[Dataset entries]
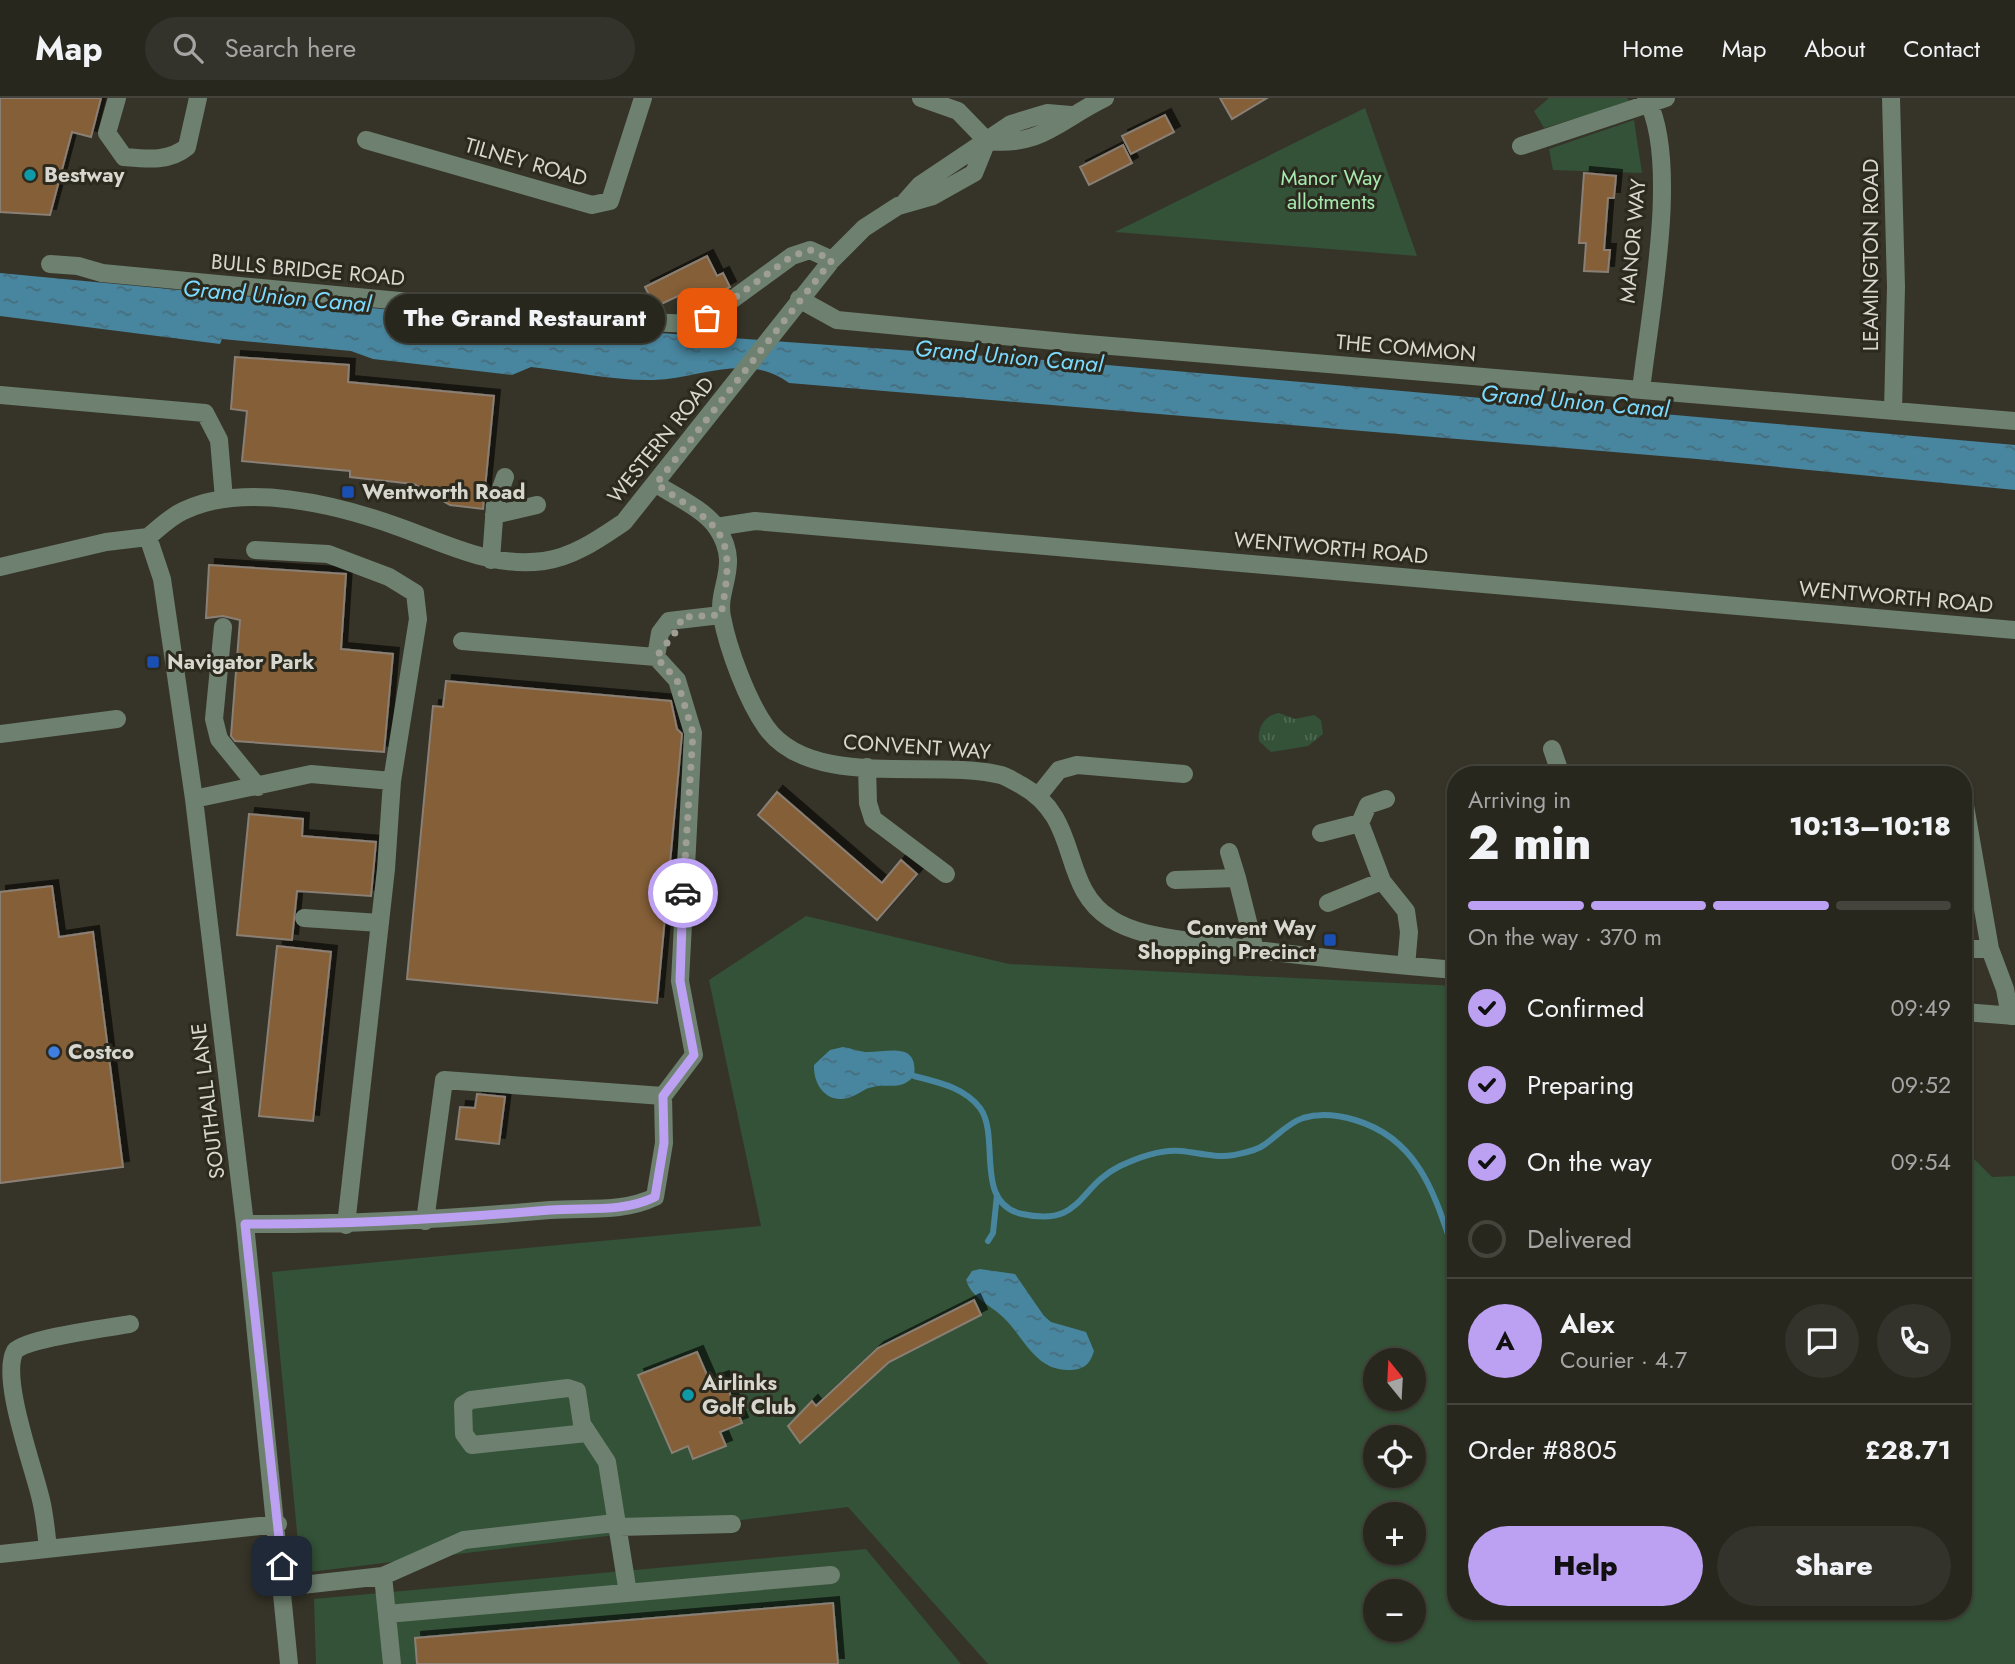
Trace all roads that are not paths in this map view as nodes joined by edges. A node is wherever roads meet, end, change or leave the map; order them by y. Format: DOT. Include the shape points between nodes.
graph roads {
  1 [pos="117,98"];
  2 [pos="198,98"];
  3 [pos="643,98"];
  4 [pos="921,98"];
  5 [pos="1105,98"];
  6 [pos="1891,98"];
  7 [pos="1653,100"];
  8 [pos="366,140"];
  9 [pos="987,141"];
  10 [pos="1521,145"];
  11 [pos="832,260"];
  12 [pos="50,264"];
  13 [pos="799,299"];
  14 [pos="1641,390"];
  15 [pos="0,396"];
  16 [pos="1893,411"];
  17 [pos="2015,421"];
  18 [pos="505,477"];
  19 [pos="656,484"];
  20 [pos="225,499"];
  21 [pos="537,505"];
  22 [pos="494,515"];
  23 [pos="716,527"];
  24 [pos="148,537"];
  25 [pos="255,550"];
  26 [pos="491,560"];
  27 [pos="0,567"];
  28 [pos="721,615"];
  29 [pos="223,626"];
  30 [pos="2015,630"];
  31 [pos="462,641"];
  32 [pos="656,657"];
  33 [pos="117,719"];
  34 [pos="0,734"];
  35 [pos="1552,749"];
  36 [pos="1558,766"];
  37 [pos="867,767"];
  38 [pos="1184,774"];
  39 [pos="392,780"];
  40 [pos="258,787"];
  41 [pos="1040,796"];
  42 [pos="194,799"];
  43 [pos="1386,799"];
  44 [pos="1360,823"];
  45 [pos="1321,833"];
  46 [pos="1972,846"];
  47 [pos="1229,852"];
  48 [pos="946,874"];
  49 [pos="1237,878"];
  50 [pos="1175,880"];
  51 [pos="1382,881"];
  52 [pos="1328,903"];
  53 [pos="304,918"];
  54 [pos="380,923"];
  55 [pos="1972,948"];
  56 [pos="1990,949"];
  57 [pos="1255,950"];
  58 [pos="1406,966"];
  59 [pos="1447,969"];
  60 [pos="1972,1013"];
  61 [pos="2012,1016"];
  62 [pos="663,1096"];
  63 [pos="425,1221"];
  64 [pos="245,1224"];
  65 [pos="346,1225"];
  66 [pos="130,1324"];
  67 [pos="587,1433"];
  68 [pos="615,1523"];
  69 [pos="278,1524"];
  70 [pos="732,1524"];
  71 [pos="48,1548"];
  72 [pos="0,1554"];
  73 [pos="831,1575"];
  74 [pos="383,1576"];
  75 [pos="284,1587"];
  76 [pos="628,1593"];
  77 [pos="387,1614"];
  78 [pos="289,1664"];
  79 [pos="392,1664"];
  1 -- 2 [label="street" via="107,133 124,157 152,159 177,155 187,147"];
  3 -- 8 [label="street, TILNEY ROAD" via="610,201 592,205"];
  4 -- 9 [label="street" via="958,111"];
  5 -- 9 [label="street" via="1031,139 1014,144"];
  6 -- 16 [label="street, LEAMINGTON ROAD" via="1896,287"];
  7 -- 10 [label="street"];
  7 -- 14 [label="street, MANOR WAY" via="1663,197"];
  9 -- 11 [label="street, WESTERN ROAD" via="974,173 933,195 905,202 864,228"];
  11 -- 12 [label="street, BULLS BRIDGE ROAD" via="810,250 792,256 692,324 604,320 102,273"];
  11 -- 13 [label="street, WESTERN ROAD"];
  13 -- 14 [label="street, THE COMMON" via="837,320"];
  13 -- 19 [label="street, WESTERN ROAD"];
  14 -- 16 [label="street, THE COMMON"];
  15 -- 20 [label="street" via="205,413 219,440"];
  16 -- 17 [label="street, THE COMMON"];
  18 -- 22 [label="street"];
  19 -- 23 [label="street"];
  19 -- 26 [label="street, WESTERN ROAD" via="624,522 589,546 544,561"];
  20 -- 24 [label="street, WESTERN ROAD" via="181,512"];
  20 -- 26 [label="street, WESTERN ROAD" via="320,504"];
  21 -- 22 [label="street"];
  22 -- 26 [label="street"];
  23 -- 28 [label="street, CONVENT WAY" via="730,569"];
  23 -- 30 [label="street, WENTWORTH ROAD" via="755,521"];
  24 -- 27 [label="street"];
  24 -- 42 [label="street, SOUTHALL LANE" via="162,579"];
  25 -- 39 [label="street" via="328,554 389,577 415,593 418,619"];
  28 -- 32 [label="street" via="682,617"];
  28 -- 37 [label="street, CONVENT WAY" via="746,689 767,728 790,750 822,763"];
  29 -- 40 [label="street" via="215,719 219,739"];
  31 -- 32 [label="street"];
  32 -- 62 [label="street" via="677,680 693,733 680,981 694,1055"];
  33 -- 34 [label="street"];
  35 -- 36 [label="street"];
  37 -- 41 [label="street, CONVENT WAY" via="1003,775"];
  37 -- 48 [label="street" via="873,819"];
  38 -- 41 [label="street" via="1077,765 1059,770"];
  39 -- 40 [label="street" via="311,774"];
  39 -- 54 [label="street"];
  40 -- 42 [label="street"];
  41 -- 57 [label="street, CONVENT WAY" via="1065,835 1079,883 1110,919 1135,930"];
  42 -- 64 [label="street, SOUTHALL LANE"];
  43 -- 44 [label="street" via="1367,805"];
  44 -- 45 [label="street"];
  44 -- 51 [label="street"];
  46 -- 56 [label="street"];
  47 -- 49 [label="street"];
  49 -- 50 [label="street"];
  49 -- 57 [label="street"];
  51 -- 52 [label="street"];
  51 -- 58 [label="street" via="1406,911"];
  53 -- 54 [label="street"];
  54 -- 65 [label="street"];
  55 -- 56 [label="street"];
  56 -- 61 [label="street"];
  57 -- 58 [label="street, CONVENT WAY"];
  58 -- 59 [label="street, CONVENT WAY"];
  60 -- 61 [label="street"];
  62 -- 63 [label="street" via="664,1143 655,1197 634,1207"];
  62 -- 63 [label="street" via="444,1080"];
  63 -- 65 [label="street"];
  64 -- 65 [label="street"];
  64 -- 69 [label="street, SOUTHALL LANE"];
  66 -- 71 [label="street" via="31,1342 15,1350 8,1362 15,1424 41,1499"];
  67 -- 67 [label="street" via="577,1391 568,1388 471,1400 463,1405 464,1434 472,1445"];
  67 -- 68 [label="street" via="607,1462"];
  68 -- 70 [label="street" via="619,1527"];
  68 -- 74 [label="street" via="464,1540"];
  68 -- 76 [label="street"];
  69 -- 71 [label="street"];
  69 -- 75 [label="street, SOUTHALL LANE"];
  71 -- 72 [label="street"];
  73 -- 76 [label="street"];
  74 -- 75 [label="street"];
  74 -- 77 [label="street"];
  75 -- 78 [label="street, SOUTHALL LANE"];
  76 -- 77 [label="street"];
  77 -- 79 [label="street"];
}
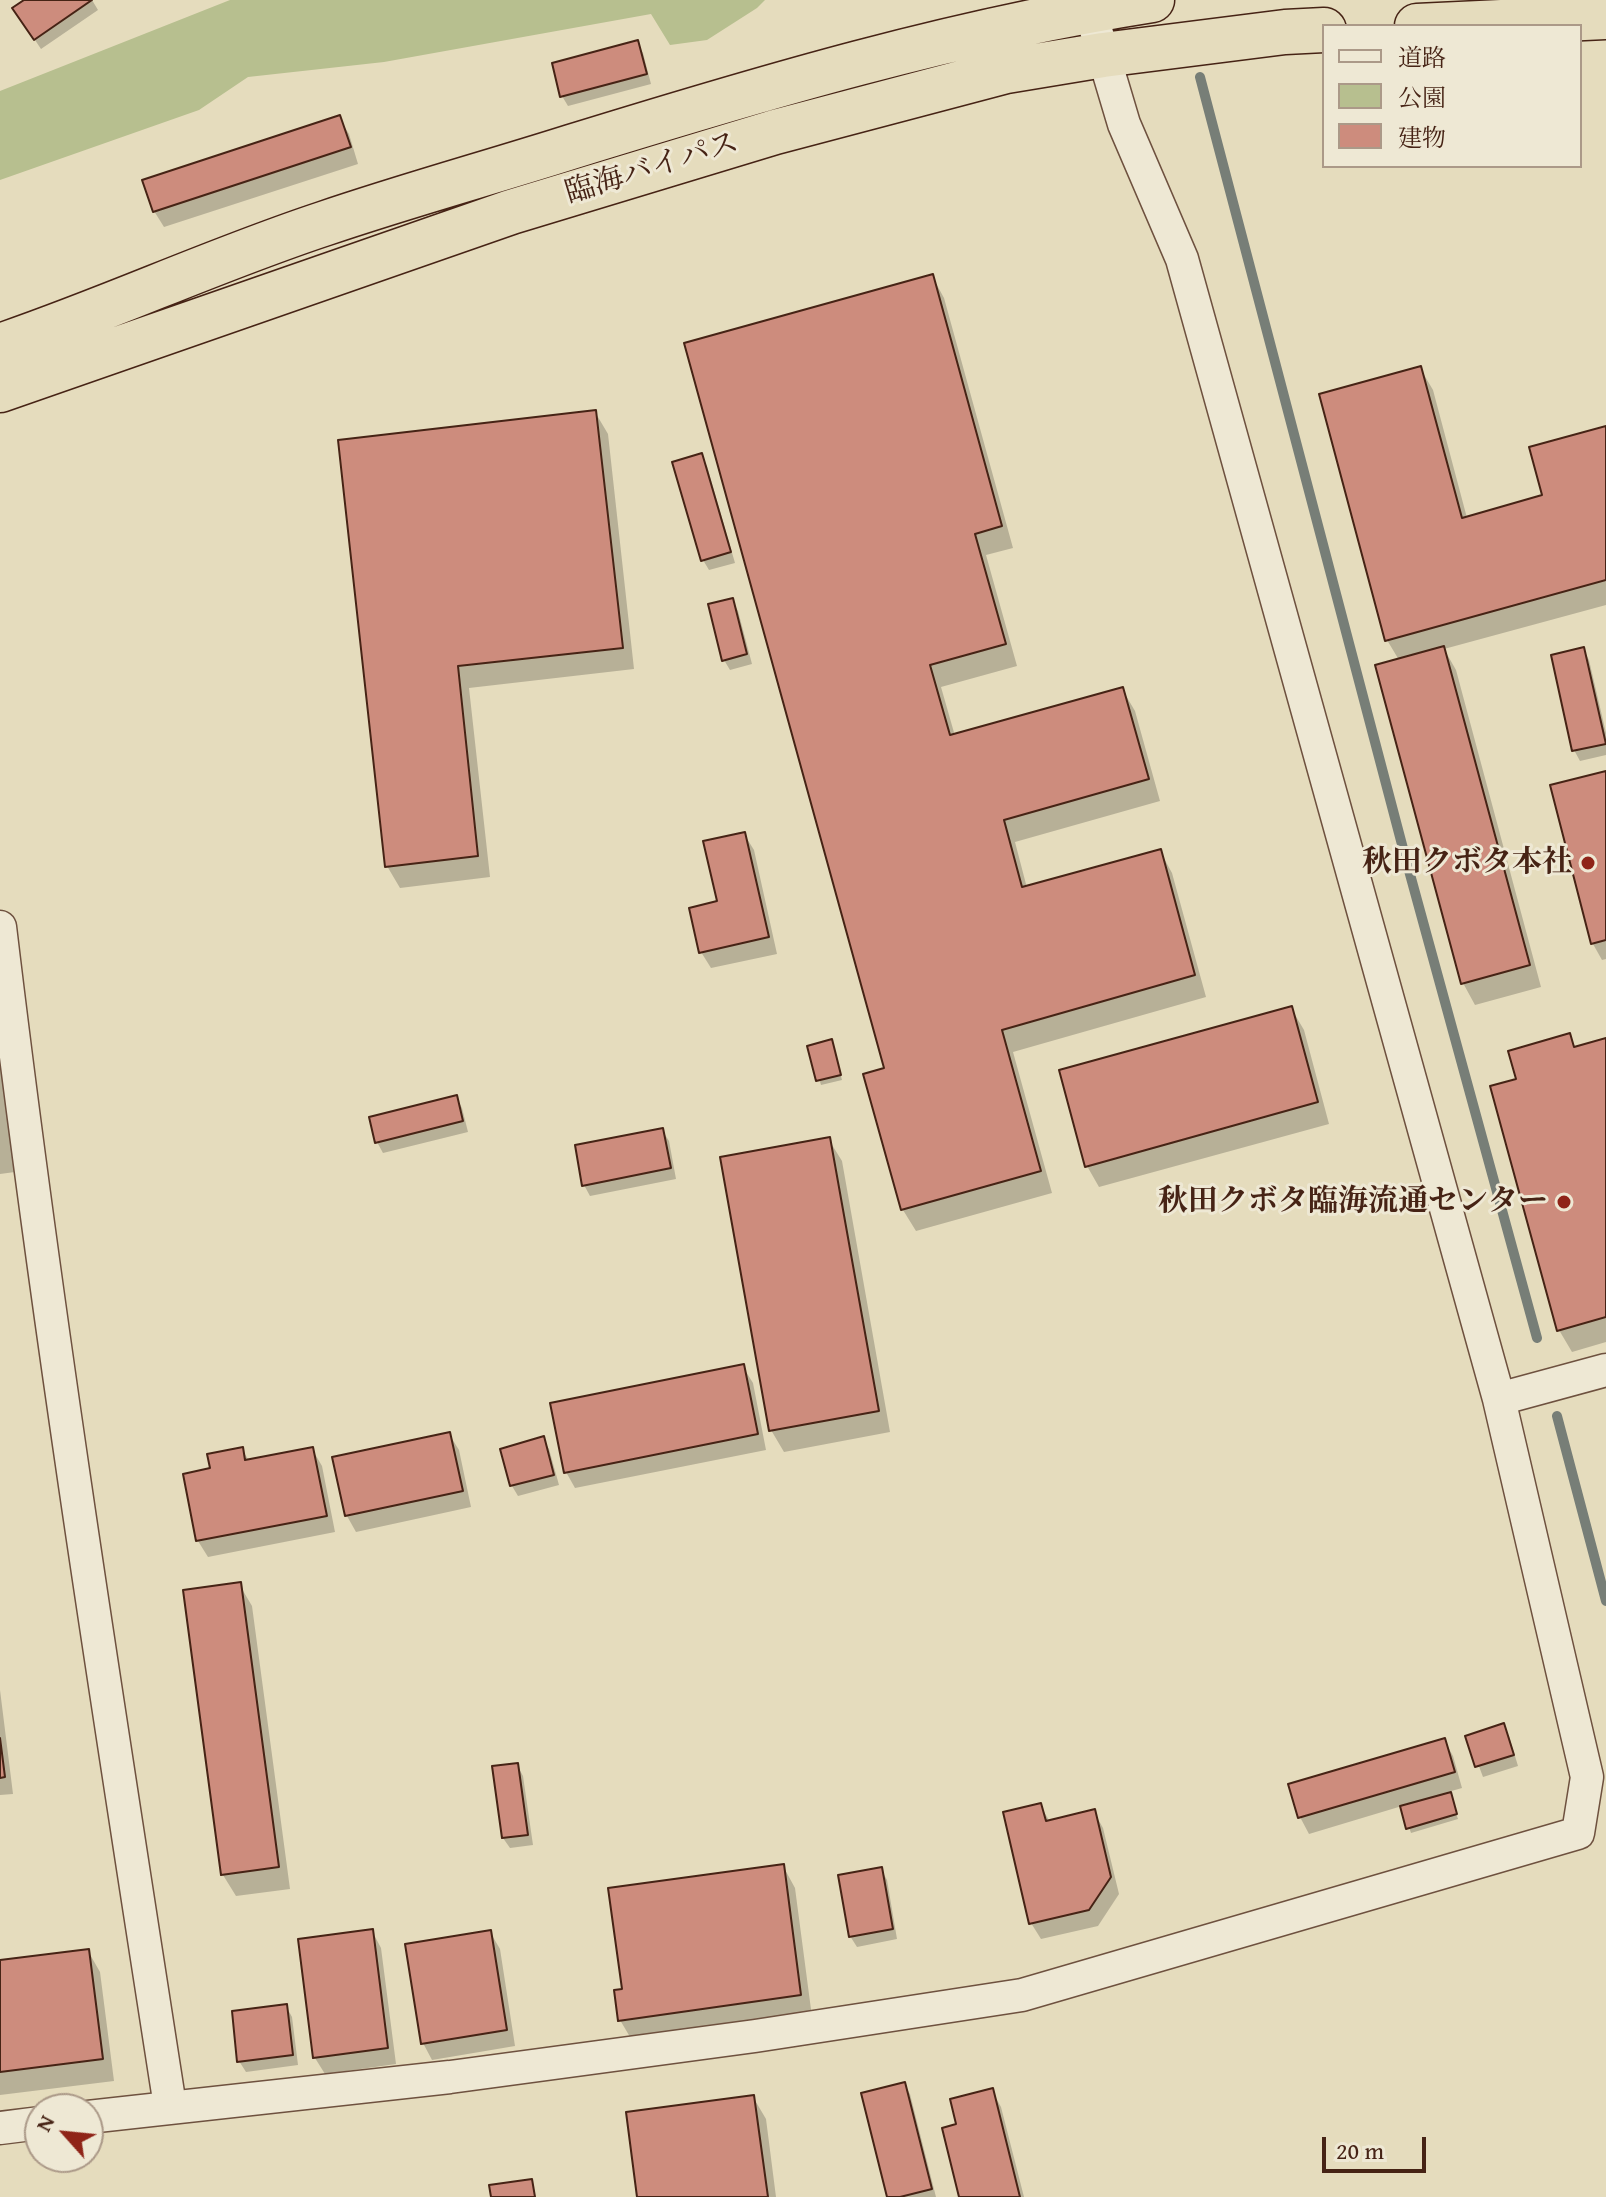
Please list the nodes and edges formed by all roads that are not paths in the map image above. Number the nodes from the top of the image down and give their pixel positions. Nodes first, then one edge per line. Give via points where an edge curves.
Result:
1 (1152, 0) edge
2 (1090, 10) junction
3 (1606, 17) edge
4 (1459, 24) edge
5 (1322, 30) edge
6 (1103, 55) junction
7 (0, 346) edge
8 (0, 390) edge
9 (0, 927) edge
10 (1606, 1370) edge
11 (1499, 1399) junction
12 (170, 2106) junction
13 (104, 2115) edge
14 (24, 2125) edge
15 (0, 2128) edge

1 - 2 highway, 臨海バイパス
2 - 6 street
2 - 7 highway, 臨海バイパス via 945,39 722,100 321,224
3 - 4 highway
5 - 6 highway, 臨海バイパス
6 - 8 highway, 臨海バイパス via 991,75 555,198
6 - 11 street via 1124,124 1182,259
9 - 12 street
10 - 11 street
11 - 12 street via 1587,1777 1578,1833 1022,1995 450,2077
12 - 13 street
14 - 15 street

> Exercise requirements
This exercise calls for the lines from the one holding "Please list the" through the end of the entries, transcribed exactly and with nothing more.

> Response for this exercise
Please list the nodes and edges formed by all roads that are not paths in the map image above. Number the nodes from the top of the image down and give their pixel positions. Nodes first, then one edge per line. Give via points where an edge curves.
Result:
1 (1152, 0) edge
2 (1090, 10) junction
3 (1606, 17) edge
4 (1459, 24) edge
5 (1322, 30) edge
6 (1103, 55) junction
7 (0, 346) edge
8 (0, 390) edge
9 (0, 927) edge
10 (1606, 1370) edge
11 (1499, 1399) junction
12 (170, 2106) junction
13 (104, 2115) edge
14 (24, 2125) edge
15 (0, 2128) edge

1 - 2 highway, 臨海バイパス
2 - 6 street
2 - 7 highway, 臨海バイパス via 945,39 722,100 321,224
3 - 4 highway
5 - 6 highway, 臨海バイパス
6 - 8 highway, 臨海バイパス via 991,75 555,198
6 - 11 street via 1124,124 1182,259
9 - 12 street
10 - 11 street
11 - 12 street via 1587,1777 1578,1833 1022,1995 450,2077
12 - 13 street
14 - 15 street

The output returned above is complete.